Same. Nice cleanup, but move it into pre-patch with all cleanups.
No need for separate patches per cleanup.
Just all cleanups into one will do.

>         }
>
>         /* If there is a history record that some registers gained range at this insn,
> @@ -11011,6 +11023,9 @@ static int get_helper_proto(struct bpf_verifier_env *env, int func_id,
>         return *ptr ? 0 : -EINVAL;
>  }
>
> +/* Bitmask with 1s for all caller saved registers */
> +#define ALL_CALLER_SAVED_REGS ((1u << CALLER_SAVED_REGS) - 1)
> +
>  static int check_helper_call(struct bpf_verifier_env *env, struct bpf_insn *insn,
>                              int *insn_idx_p)
>  {
> @@ -17246,9 +17261,8 @@ static int visit_insn(int t, struct bpf_verifier_env *env)

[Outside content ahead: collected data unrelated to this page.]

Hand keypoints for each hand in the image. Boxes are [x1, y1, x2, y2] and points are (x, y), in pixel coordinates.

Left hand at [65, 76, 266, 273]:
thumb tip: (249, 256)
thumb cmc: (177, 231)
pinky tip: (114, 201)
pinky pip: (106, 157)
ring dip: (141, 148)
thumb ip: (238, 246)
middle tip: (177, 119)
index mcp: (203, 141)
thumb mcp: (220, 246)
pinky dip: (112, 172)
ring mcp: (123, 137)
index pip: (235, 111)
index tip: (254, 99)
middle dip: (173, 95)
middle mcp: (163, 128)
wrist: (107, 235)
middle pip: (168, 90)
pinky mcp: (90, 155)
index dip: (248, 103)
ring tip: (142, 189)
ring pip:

>  static int check_cfg(struct bpf_verifier_env *env)
>  {
>         int insn_cnt = env->prog->len;
> -       int *insn_stack, *insn_state;
> +       int *insn_stack, *insn_state, *insn_postorder;
>         int ex_insn_beg, i, ret = 0;
> -       bool ex_done = false;
>
>         insn_state = env->cfg.insn_state = kvcalloc(insn_cnt, sizeof(int), GFP_KERNEL);
>         if (!insn_state)
> @@ -17260,6 +17274,17 @@ static int check_cfg(struct bpf_verifier_env *env)

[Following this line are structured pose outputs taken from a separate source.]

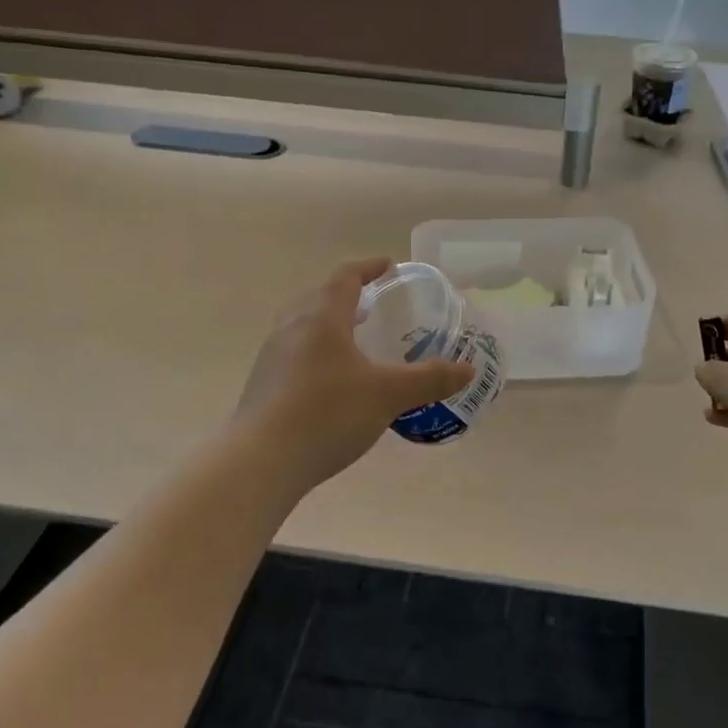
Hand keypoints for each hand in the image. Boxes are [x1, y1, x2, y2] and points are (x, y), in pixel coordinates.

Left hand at [234, 258, 474, 491]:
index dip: (368, 267)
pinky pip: (294, 352)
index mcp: (322, 318)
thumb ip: (429, 379)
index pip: (345, 277)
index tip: (388, 265)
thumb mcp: (388, 395)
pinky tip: (332, 380)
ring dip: (329, 323)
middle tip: (372, 304)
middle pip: (318, 296)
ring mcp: (273, 356)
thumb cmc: (327, 414)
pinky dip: (317, 350)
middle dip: (346, 294)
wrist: (260, 462)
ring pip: (302, 325)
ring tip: (354, 340)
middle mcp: (292, 328)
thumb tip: (467, 370)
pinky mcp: (264, 385)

>                 return -ENOMEM;
>         }
>
> +       insn_postorder = env->cfg.insn_postorder = kvcalloc(insn_cnt, sizeof(int), GFP_KERNEL);
> +       if (!insn_postorder) {
> +               kvfree(insn_state);
> +               kvfree(insn_stack);
> +               return -ENOMEM;
> +       }
> +
> +       ex_insn_beg = env->exception_callback_subprog
> +                     ? env->subprog_info[env->exception_callback_subprog].start
> +                     : 0;
> +
>         insn_state[0] = DISCOVERED; /* mark 1st insn as discovered */
>         insn_stack[0] = 0; /* 0 is the first instruction */
>         env->cfg.cur_stack = 1;
> @@ -17273,6 +17298,7 @@ static int check_cfg(struct bpf_verifier_env *env)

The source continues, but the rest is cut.